Но самым удивительным в общении с руководителями московского радио было настойчиво прозвучавшее предложение написать сочинение на евразийскую тему. Прокофьев сначала не поверил собственным ушам. «Агитопера не обязательна, нужно лишь, чтобы не шла вразрез с эпохой, и желателен пафос», — резюмировал композитор высказанные ему пожелания в дневнике. Очевидно, решение было принято на высшем уровне, ибо, несмотря на нехватку валюты в стране, Прокофьеву обещали, что в крайнем случае обратятся в Политбюро и изыщут валюту. С. А. Лопашёв, представитель радио, заведший разговор с Прокофьевым о новом заказе, попросил прислать ему книги о Евразии и говорил, что хотел бы видеть ассистентом в проекте Асафьева. Тема, бывшая нелегальной ещё два года тому назад, теперь была прекрасно известна высшему руководству страны, включая набиравшего силу генерального секретаря ЦК ВКП(б) Сталина, и стала она такой благодаря — Прокофьев тут сильно бы удивился — Сувчинскому. Но об этом чуть позже.
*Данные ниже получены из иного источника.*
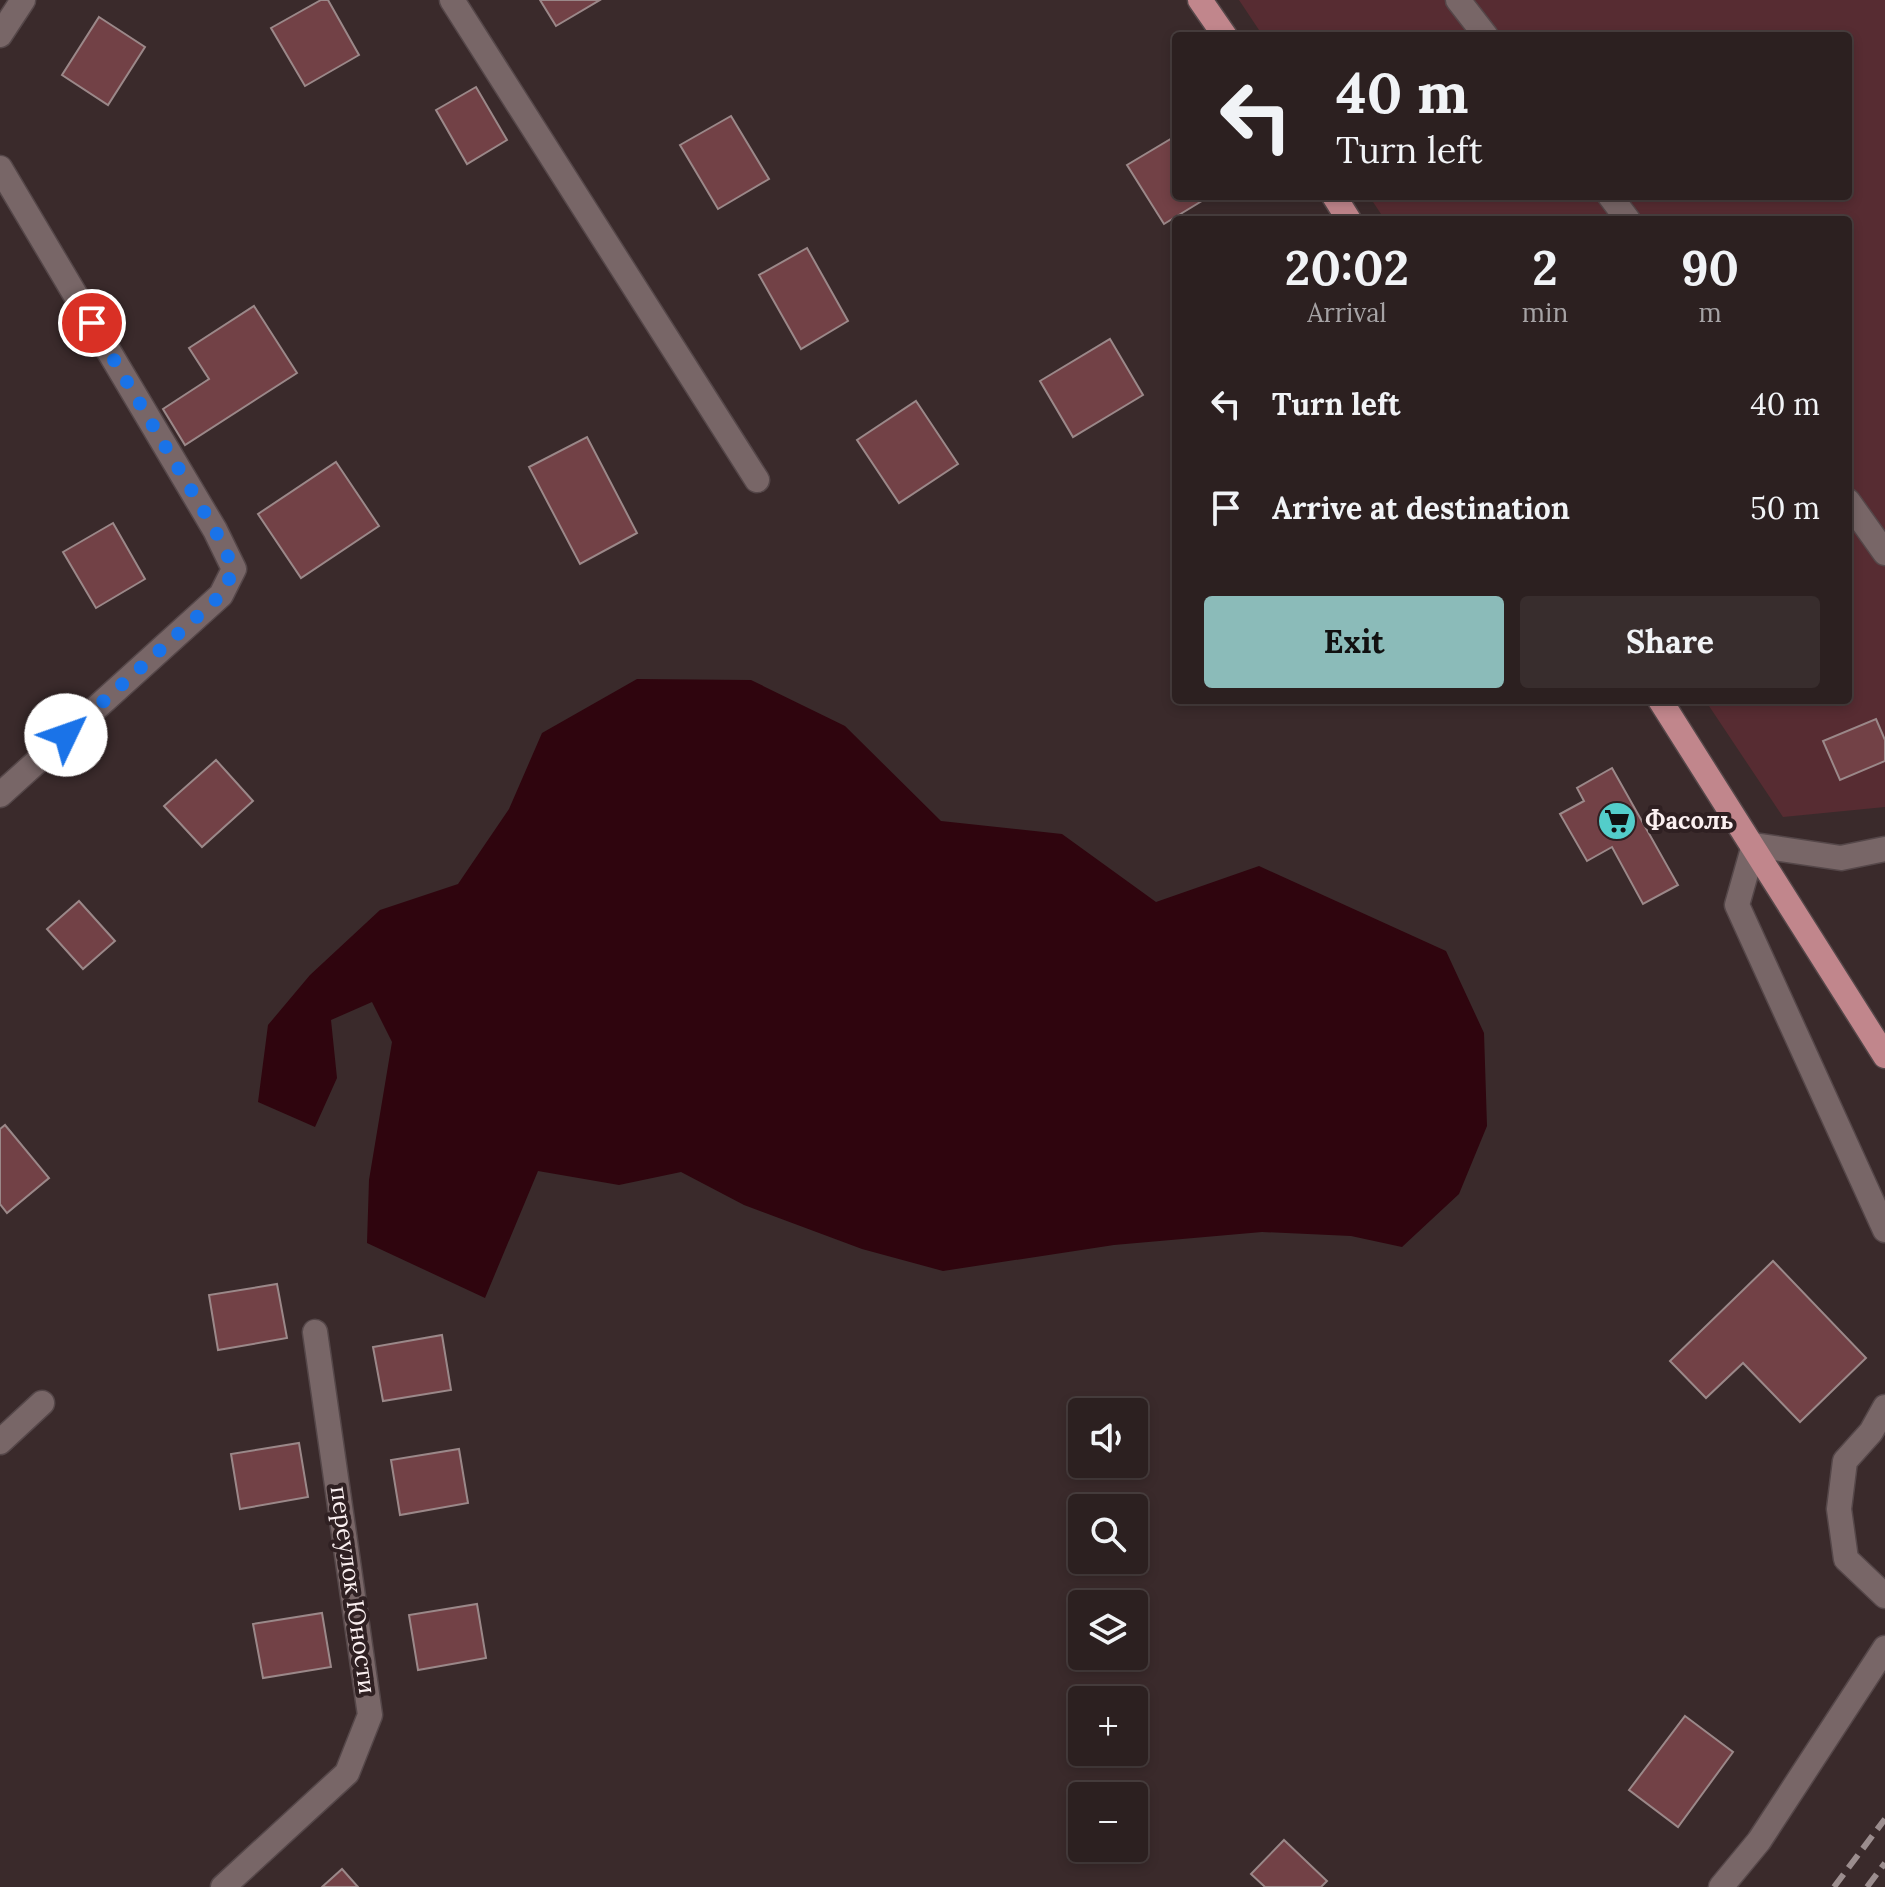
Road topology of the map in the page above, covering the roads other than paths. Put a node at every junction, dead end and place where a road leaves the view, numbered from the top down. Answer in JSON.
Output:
{"nodes":[{"id":1,"x":23,"y":0,"type":"edge"},
{"id":2,"x":452,"y":0,"type":"edge"},
{"id":3,"x":1200,"y":0,"type":"edge"},
{"id":4,"x":1458,"y":0,"type":"edge"},
{"id":5,"x":1222,"y":32,"type":"edge"},
{"id":6,"x":1483,"y":32,"type":"edge"},
{"id":7,"x":0,"y":35,"type":"edge"},
{"id":8,"x":0,"y":168,"type":"edge"},
{"id":9,"x":757,"y":480,"type":"dead end"},
{"id":10,"x":1852,"y":507,"type":"edge"},
{"id":11,"x":1885,"y":553,"type":"edge"},
{"id":12,"x":1663,"y":704,"type":"edge"},
{"id":13,"x":0,"y":795,"type":"edge"},
{"id":14,"x":1754,"y":845,"type":"junction"},
{"id":15,"x":1885,"y":849,"type":"edge"},
{"id":16,"x":1885,"y":1056,"type":"edge"},
{"id":17,"x":1885,"y":1230,"type":"edge"},
{"id":18,"x":315,"y":1332,"type":"dead end"},
{"id":19,"x":42,"y":1403,"type":"dead end"},
{"id":20,"x":1885,"y":1407,"type":"edge"},
{"id":21,"x":0,"y":1442,"type":"edge"},
{"id":22,"x":1885,"y":1596,"type":"edge"},
{"id":23,"x":1885,"y":1648,"type":"edge"},
{"id":24,"x":223,"y":1887,"type":"edge"},
{"id":25,"x":1721,"y":1887,"type":"edge"}],
"edges":[{"from":1,"to":7,"type":"street"},
{"from":2,"to":9,"type":"street"},
{"from":3,"to":5,"type":"main road"},
{"from":4,"to":6,"type":"street"},
{"from":8,"to":13,"type":"street"},
{"from":10,"to":11,"type":"street"},
{"from":12,"to":14,"type":"main road"},
{"from":14,"to":15,"type":"street"},
{"from":14,"to":16,"type":"main road"},
{"from":14,"to":17,"type":"street"},
{"from":18,"to":24,"type":"street","name":"переулок Юности"},
{"from":19,"to":21,"type":"street"},
{"from":20,"to":22,"type":"street"},
{"from":23,"to":25,"type":"street"}]}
Переговоры в 1929 году завершились ничем, однако зерно замысла проросло в сознании Прокофьева в 1936–1937 годах грандиозной «Кантатой к XX-летаю Октября», совсем «не шедшей вразрез» с советской эпохой, но явно с евразийским уклоном. Вещь эта была слишком сильной по эмоциональному заряду, и советская аудитория впервые услышала предназначавшееся для неё сочинение, да и то с цензурными сокращениями, лишь в 1966 году.
Укрепление связей Прокофьева с СССР, проходившее поначалу незамеченным в Западной Европе и Америке, существенно подняло акции композитора в русской музыкальной среде. Пока был жив Дягилев и работала антреприза его Русских балетов, самое значительное происходило не в Москве и в Ленинграде, а в Париже. Но даже Дягилев, как мы помним, хотел пригласить в сотрудники какого-нибудь из многообещающих советских композиторов. То, что Прокофьев в 1927 году, в отличие от Стравинского, взял себе советский паспорт, решало многие проблемы: Прокофьев был давним сотрудником, а теперь стал своим и в Советской России. Превратившись, пусть чисто формально, в «советского» композитора, он ни на йоту не перестал быть парижанином. К тому же за рубежом значительных русских композиторов оказалось к концу 1920-х годов существенно больше, чем в СССР. Да, там оставались такие замечательные художники звука ещё дореволюционной выучки, как Мясковский, Рославец, Щербачёв, учитель Прокофьева Глиэр, а из тех, кто заявил о себе после революции, — Шостакович, Мосолов, Лятошинский. Вскоре к ним присоединятся Попов, Хачатурян, Шебалин. Но ведь все подлинно значительные имена в старшем поколении — Глазунов, Гречанинов, Метнер, Рахманинов, Николай Черепнин, и в среднем — Стравинский, Прокофьев, Лурье, и даже многие в младшем — Дукельский, Маркевич, Набоков, Александр Черепнин, а также стоявшие несколько особняком Гартман, Лопатников и Фогель, и, конечно, практики микротоновой музыки Вышнеградский и Обухов — жили и сочиняли музыку вдали от родины!